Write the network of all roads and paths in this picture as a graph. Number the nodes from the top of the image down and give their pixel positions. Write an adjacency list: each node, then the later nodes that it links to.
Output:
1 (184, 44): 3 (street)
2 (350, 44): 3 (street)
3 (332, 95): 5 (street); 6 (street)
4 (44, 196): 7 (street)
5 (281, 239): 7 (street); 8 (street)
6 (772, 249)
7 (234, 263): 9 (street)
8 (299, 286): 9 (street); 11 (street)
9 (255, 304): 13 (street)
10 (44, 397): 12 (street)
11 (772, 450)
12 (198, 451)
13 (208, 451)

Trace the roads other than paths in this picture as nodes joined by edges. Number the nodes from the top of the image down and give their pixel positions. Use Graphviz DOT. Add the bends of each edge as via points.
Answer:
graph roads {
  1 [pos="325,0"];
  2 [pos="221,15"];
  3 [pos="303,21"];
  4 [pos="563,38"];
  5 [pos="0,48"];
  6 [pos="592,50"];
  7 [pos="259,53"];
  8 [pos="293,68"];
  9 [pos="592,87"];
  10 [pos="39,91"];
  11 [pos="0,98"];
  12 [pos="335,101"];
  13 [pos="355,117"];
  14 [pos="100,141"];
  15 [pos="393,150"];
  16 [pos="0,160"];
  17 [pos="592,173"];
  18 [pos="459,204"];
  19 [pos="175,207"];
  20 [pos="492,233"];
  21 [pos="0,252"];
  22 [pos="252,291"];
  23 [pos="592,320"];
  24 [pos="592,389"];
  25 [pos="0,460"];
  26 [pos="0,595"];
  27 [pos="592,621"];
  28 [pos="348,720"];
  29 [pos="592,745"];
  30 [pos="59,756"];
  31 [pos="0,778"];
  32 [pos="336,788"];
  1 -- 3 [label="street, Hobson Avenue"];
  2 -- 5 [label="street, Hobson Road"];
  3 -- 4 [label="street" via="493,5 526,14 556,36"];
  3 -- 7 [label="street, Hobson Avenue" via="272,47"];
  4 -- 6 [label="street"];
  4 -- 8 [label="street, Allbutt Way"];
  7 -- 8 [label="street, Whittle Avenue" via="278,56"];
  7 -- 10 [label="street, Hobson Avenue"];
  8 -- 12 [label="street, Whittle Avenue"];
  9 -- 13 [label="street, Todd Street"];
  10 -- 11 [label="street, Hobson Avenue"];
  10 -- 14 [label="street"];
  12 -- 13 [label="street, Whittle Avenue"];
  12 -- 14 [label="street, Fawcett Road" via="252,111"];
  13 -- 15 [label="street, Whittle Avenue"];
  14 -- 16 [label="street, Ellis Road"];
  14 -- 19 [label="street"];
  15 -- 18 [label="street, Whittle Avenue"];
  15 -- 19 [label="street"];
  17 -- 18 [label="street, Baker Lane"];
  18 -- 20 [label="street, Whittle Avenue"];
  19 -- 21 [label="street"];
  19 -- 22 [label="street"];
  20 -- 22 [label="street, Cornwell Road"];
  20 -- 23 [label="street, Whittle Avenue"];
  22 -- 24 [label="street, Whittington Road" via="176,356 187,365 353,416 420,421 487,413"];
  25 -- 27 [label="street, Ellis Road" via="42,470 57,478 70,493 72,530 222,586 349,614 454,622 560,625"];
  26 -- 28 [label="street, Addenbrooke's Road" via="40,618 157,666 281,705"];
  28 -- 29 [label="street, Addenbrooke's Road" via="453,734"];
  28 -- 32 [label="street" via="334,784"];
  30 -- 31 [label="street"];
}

^^^^^^^^

> [What you are asked to do]: Set down the listing above in full, please, exactly as it appears.

> [Finished task]:
Write the network of all roads and paths in this picture as a graph. Number the nodes from the top of the image down and give their pixel positions. Write an adjacency list: each node, then the later nodes that it links to.
Output:
1 (184, 44): 3 (street)
2 (350, 44): 3 (street)
3 (332, 95): 5 (street); 6 (street)
4 (44, 196): 7 (street)
5 (281, 239): 7 (street); 8 (street)
6 (772, 249)
7 (234, 263): 9 (street)
8 (299, 286): 9 (street); 11 (street)
9 (255, 304): 13 (street)
10 (44, 397): 12 (street)
11 (772, 450)
12 (198, 451)
13 (208, 451)

Trace the roads other than paths in this picture as nodes joined by edges. Number the nodes from the top of the image down and give their pixel positions. Use Graphviz DOT. Add the bends of each edge as via points.
Answer:
graph roads {
  1 [pos="325,0"];
  2 [pos="221,15"];
  3 [pos="303,21"];
  4 [pos="563,38"];
  5 [pos="0,48"];
  6 [pos="592,50"];
  7 [pos="259,53"];
  8 [pos="293,68"];
  9 [pos="592,87"];
  10 [pos="39,91"];
  11 [pos="0,98"];
  12 [pos="335,101"];
  13 [pos="355,117"];
  14 [pos="100,141"];
  15 [pos="393,150"];
  16 [pos="0,160"];
  17 [pos="592,173"];
  18 [pos="459,204"];
  19 [pos="175,207"];
  20 [pos="492,233"];
  21 [pos="0,252"];
  22 [pos="252,291"];
  23 [pos="592,320"];
  24 [pos="592,389"];
  25 [pos="0,460"];
  26 [pos="0,595"];
  27 [pos="592,621"];
  28 [pos="348,720"];
  29 [pos="592,745"];
  30 [pos="59,756"];
  31 [pos="0,778"];
  32 [pos="336,788"];
  1 -- 3 [label="street, Hobson Avenue"];
  2 -- 5 [label="street, Hobson Road"];
  3 -- 4 [label="street" via="493,5 526,14 556,36"];
  3 -- 7 [label="street, Hobson Avenue" via="272,47"];
  4 -- 6 [label="street"];
  4 -- 8 [label="street, Allbutt Way"];
  7 -- 8 [label="street, Whittle Avenue" via="278,56"];
  7 -- 10 [label="street, Hobson Avenue"];
  8 -- 12 [label="street, Whittle Avenue"];
  9 -- 13 [label="street, Todd Street"];
  10 -- 11 [label="street, Hobson Avenue"];
  10 -- 14 [label="street"];
  12 -- 13 [label="street, Whittle Avenue"];
  12 -- 14 [label="street, Fawcett Road" via="252,111"];
  13 -- 15 [label="street, Whittle Avenue"];
  14 -- 16 [label="street, Ellis Road"];
  14 -- 19 [label="street"];
  15 -- 18 [label="street, Whittle Avenue"];
  15 -- 19 [label="street"];
  17 -- 18 [label="street, Baker Lane"];
  18 -- 20 [label="street, Whittle Avenue"];
  19 -- 21 [label="street"];
  19 -- 22 [label="street"];
  20 -- 22 [label="street, Cornwell Road"];
  20 -- 23 [label="street, Whittle Avenue"];
  22 -- 24 [label="street, Whittington Road" via="176,356 187,365 353,416 420,421 487,413"];
  25 -- 27 [label="street, Ellis Road" via="42,470 57,478 70,493 72,530 222,586 349,614 454,622 560,625"];
  26 -- 28 [label="street, Addenbrooke's Road" via="40,618 157,666 281,705"];
  28 -- 29 [label="street, Addenbrooke's Road" via="453,734"];
  28 -- 32 [label="street" via="334,784"];
  30 -- 31 [label="street"];
}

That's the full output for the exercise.